Adesão à venda porta a porta
A moda do marketing de vendas diretas chegou às igrejas. Grupos religiosos estão oferecendo aos fiéis a possibilidade de se tornarem revendedores de livros, Bíblias, CDs e ainda ter uma alta lucratividade.
Dois pastores e tele-evangelistas de renome nacional estão comercializando um modelo de revendas de porta em porta e prometendo ganhos de até 100% aos sócios.
Um dos casos é do pastor Silas Malafaia, da Igreja Assembleia de Deus Vitória em Cristo, no Rio de Janeiro, e dono da editora Central Gospel.
O tele-evangelista tem divulgado na TV e também em suas páginas da internet a oportunidade de negócios. Para quem se cadastrar, o pastor promete até disponibilizar uma máquina de cartão de crédito.
O pedido mínimo que deve ser feito durante a adesão é de R$ 300 para qualquer categoria de revendedor: prata, ouro ou diamante. O lucro prometido varia de 25% a 100%.

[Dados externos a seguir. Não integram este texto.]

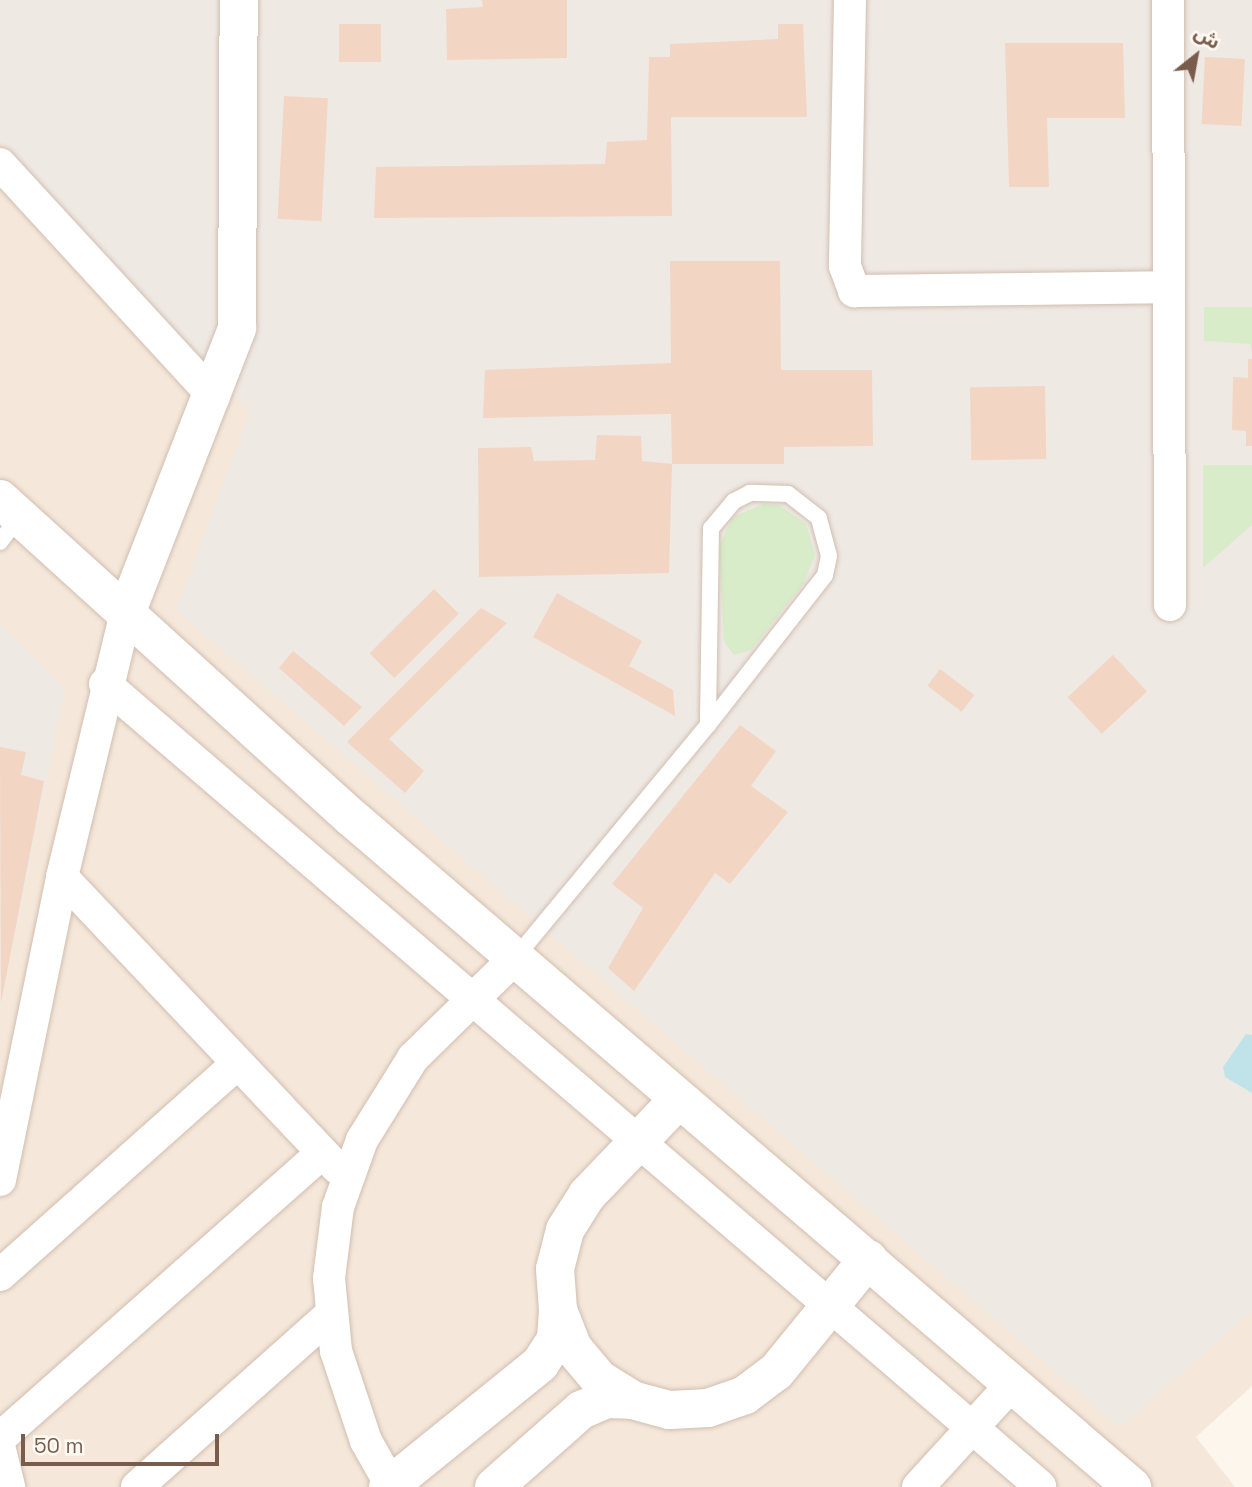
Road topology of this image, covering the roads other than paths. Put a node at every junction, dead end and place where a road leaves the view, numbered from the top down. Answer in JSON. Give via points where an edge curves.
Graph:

Outro pastor que aderiu ao sistema de vendas diretas é R.R. Soares, da Igreja Internacional da Graça de Deus.
Segundo publicidade no jornal da igreja e no site www.catalogodopovo.com.br, a pessoa pode se tornar um consultor de sucesso e lucrar muito.
O site afirma que ao formar consultores o objetivo do negócio é “levar o Evangelho do Senhor Jesus aos perdidos e também aos que precisam crescer na fé”, diz. O pedido mínimo para quem é consultor é de R$ 160. A lucratividade é de 30% do valor investido.